_Given records:_
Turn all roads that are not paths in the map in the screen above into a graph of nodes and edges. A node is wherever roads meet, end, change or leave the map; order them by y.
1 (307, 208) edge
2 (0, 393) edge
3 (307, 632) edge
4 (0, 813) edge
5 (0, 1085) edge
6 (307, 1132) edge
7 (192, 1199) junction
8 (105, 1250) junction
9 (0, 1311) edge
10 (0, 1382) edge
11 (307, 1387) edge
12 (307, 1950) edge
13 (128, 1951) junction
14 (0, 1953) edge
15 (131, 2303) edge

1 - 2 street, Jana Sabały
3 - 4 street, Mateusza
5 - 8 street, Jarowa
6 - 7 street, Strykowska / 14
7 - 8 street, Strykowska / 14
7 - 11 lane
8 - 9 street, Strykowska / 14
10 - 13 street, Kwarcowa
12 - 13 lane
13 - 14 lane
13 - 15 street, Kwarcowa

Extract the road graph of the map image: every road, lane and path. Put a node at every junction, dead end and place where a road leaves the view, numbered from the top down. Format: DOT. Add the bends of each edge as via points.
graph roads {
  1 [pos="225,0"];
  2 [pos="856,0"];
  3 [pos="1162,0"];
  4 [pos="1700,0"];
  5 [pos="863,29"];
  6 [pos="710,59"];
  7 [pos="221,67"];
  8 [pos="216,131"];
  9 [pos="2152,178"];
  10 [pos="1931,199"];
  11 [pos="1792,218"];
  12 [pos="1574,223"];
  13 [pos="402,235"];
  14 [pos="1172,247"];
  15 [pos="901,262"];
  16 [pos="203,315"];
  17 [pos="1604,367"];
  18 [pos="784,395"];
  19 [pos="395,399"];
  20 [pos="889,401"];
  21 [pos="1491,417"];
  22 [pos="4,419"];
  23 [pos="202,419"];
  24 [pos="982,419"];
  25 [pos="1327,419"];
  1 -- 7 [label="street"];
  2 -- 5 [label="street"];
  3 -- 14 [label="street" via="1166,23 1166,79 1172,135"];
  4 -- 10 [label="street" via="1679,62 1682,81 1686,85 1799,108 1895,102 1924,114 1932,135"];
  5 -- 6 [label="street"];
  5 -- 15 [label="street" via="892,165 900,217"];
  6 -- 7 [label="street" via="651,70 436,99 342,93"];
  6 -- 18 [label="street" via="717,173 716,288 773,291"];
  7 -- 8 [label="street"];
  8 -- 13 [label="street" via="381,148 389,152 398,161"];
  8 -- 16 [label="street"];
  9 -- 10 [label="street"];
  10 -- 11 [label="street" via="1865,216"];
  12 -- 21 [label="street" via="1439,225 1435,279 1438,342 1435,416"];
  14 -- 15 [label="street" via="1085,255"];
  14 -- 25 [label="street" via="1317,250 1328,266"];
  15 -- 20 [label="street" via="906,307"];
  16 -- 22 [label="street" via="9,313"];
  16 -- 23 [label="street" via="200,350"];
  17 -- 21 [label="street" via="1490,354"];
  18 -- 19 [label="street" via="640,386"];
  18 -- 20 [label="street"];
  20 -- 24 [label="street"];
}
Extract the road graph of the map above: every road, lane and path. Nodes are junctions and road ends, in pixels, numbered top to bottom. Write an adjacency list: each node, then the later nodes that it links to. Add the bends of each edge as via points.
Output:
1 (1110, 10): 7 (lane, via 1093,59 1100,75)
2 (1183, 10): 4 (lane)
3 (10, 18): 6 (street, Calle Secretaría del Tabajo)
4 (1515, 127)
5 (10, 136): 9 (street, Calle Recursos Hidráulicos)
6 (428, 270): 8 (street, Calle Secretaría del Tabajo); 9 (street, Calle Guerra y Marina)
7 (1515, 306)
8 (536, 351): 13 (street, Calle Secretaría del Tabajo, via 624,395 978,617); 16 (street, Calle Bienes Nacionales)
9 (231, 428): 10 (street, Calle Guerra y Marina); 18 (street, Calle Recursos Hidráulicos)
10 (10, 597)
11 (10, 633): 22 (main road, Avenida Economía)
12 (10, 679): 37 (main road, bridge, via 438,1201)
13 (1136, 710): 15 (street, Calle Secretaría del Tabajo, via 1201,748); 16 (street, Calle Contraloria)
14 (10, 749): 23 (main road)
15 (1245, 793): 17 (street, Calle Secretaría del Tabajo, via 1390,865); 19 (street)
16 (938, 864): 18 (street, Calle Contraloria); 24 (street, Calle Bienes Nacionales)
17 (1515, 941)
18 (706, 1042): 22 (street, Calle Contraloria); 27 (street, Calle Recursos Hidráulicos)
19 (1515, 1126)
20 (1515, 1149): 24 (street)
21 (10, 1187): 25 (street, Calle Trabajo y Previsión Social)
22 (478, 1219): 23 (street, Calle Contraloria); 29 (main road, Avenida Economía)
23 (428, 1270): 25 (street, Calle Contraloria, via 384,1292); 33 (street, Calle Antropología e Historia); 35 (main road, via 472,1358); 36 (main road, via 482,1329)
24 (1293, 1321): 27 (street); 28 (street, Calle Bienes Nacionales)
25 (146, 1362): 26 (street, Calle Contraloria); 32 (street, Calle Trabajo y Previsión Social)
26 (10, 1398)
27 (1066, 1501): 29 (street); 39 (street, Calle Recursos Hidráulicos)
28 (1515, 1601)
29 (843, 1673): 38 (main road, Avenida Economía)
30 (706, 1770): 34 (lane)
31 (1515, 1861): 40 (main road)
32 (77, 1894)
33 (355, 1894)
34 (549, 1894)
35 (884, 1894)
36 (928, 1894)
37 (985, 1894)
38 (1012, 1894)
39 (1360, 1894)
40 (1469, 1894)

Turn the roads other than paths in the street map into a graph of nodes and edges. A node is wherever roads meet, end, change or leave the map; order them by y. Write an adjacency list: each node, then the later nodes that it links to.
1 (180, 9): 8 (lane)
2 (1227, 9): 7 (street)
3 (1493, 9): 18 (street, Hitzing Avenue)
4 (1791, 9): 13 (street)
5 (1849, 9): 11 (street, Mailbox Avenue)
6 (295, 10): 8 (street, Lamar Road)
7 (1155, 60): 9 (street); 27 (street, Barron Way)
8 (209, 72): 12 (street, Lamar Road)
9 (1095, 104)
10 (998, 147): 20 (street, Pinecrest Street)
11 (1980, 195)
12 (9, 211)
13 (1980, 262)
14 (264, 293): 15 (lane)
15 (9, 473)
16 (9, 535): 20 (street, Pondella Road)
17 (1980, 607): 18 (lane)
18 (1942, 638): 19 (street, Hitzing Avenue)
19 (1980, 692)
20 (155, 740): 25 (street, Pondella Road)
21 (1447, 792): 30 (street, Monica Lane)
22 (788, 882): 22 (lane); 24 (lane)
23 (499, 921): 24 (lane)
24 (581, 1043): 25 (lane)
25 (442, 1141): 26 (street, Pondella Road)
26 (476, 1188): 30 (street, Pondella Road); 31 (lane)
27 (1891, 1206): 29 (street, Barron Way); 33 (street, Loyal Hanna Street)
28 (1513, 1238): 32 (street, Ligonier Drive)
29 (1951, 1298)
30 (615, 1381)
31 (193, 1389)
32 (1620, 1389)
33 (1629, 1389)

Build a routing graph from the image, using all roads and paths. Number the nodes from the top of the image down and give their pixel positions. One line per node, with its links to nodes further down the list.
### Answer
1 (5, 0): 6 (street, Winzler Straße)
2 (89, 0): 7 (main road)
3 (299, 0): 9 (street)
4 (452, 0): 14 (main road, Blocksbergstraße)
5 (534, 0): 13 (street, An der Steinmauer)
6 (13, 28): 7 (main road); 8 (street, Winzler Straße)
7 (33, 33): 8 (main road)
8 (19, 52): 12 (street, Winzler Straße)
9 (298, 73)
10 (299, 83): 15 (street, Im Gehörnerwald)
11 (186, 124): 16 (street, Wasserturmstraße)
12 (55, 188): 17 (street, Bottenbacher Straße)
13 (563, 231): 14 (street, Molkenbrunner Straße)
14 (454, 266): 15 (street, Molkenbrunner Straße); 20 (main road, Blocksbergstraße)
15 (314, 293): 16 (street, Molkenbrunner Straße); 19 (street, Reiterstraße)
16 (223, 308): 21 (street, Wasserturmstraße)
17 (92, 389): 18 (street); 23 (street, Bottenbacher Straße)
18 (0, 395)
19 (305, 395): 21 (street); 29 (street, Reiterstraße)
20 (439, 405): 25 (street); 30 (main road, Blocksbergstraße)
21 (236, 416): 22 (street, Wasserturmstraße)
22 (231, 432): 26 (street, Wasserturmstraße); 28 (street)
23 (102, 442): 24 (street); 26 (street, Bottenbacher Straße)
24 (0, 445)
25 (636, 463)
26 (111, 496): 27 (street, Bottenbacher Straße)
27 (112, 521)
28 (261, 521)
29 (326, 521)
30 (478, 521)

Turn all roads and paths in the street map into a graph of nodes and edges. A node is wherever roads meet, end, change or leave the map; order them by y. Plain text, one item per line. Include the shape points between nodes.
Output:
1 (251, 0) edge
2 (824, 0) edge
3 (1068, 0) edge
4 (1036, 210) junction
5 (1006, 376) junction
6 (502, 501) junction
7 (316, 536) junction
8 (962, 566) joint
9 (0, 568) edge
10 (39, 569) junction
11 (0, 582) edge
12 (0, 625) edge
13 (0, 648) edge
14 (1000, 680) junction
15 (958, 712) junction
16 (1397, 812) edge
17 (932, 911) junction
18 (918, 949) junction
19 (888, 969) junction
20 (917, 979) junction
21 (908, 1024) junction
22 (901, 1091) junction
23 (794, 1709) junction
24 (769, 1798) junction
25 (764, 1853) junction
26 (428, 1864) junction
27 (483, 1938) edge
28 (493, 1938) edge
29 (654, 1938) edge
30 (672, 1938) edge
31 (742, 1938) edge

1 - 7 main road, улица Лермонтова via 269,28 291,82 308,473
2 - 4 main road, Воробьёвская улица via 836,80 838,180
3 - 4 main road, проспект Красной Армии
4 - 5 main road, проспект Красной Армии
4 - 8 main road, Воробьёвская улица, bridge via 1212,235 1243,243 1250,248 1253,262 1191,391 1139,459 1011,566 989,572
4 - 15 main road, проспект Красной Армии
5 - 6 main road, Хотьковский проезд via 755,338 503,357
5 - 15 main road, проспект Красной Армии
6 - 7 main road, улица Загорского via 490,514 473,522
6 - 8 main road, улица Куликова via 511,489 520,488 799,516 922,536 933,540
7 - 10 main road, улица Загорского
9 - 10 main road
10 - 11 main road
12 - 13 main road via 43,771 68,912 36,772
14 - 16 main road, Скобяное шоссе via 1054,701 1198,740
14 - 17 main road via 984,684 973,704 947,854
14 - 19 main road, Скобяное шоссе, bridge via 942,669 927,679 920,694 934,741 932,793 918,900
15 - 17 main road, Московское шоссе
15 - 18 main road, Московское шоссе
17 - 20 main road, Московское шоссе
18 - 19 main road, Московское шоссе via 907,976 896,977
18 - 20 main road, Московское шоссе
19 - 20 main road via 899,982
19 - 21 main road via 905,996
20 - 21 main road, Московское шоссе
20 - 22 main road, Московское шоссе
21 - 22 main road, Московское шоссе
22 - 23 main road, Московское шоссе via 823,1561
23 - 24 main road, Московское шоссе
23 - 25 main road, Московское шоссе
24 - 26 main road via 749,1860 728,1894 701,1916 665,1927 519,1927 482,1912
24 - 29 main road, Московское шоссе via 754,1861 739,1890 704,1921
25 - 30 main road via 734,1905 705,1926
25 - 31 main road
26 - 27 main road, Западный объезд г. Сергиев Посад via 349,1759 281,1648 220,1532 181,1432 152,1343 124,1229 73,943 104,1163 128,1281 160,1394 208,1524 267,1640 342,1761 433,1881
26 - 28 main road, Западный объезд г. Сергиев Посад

_Requirement:_ Go to the line with "Extract the road graph of the map image: every" in the entries above and repeat every line from there through the line with "Extract the road graph of the map above: every", exactly and with no other text.

_Solution:_
Extract the road graph of the map image: every road, lane and path. Put a node at every junction, dead end and place where a road leaves the view, numbered from the top down. Format: DOT. Add the bends of each edge as via points.
graph roads {
  1 [pos="225,0"];
  2 [pos="856,0"];
  3 [pos="1162,0"];
  4 [pos="1700,0"];
  5 [pos="863,29"];
  6 [pos="710,59"];
  7 [pos="221,67"];
  8 [pos="216,131"];
  9 [pos="2152,178"];
  10 [pos="1931,199"];
  11 [pos="1792,218"];
  12 [pos="1574,223"];
  13 [pos="402,235"];
  14 [pos="1172,247"];
  15 [pos="901,262"];
  16 [pos="203,315"];
  17 [pos="1604,367"];
  18 [pos="784,395"];
  19 [pos="395,399"];
  20 [pos="889,401"];
  21 [pos="1491,417"];
  22 [pos="4,419"];
  23 [pos="202,419"];
  24 [pos="982,419"];
  25 [pos="1327,419"];
  1 -- 7 [label="street"];
  2 -- 5 [label="street"];
  3 -- 14 [label="street" via="1166,23 1166,79 1172,135"];
  4 -- 10 [label="street" via="1679,62 1682,81 1686,85 1799,108 1895,102 1924,114 1932,135"];
  5 -- 6 [label="street"];
  5 -- 15 [label="street" via="892,165 900,217"];
  6 -- 7 [label="street" via="651,70 436,99 342,93"];
  6 -- 18 [label="street" via="717,173 716,288 773,291"];
  7 -- 8 [label="street"];
  8 -- 13 [label="street" via="381,148 389,152 398,161"];
  8 -- 16 [label="street"];
  9 -- 10 [label="street"];
  10 -- 11 [label="street" via="1865,216"];
  12 -- 21 [label="street" via="1439,225 1435,279 1438,342 1435,416"];
  14 -- 15 [label="street" via="1085,255"];
  14 -- 25 [label="street" via="1317,250 1328,266"];
  15 -- 20 [label="street" via="906,307"];
  16 -- 22 [label="street" via="9,313"];
  16 -- 23 [label="street" via="200,350"];
  17 -- 21 [label="street" via="1490,354"];
  18 -- 19 [label="street" via="640,386"];
  18 -- 20 [label="street"];
  20 -- 24 [label="street"];
}
Extract the road graph of the map above: every road, lane and path. Nodes are junctions and road ends, in pixels, numbered top to bottom. Write an adjacency list: each node, then the later nodes that it links to. Add the bends of each edge as via points.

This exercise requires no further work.